Cleveland is essentially hoping that Clark can provide reasonable depth while leaving open the option of going all out for LeBron James in 2014 if Clark flops. From that perspective, this is a low-risk move. Cleveland has to spend on somebody and is clearly demonstrating that it has no interest in tying up long-term money into any of the top free agents on the market this offseason. Clark probably will play off the bench and may actually be a decent fit alongside Anthony Bennett in a bench forward rotation, but if he's no good, the team can let him go and preserve cap space for 2014.

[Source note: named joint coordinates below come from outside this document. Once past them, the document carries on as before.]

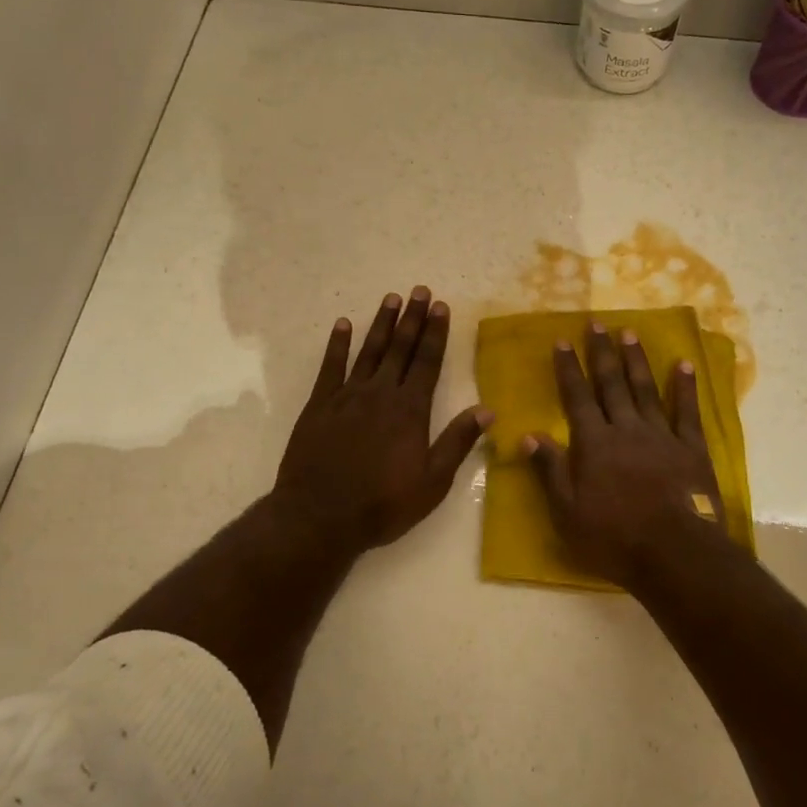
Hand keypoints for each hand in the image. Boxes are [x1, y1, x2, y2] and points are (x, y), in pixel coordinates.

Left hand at [273, 287, 489, 556]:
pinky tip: (343, 324)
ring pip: (369, 351)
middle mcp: (380, 394)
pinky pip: (330, 367)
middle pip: (400, 348)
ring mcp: (347, 396)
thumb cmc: (383, 504)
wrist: (320, 517)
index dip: (436, 333)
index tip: (441, 306)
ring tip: (391, 299)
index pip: (427, 362)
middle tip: (420, 290)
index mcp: (410, 410)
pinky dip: (338, 344)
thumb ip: (458, 442)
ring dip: (381, 324)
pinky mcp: (319, 405)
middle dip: (413, 319)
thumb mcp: (432, 482)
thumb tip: (488, 410)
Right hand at [524, 323, 724, 587]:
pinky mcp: (691, 448)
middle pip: (611, 383)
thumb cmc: (614, 537)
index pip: (576, 397)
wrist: (675, 552)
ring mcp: (661, 435)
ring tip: (629, 332)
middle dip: (601, 352)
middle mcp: (626, 429)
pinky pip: (687, 410)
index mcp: (594, 443)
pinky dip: (684, 386)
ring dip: (635, 360)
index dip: (568, 368)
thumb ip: (550, 470)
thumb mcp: (568, 511)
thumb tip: (529, 434)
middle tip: (597, 323)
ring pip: (645, 389)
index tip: (562, 341)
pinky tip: (683, 364)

I wouldn't expect much from Clark this year on the court, though. His "breakout year" was really fueled by a torrid-shooting stretch in the middle of the season that's unlikely to be sustainable. In January, Clark averaged 10.3 points and 8.4 rebounds a game while shooting just under 50 percent from the field and just over 54 percent from three-point range. For the rest of the season, including playoffs, he averaged just 6.2 points and 4.6 rebounds per game on 41.5 percent from the field and 28 percent from downtown. Clark has basically been a useful NBA player for about six weeks in a four-year career ... and he's turning 26 next season.
There's very little risk for Cleveland so it's hard to bash this deal, but I doubt Clark makes the kind of impact Cavaliers fans are probably hoping next season.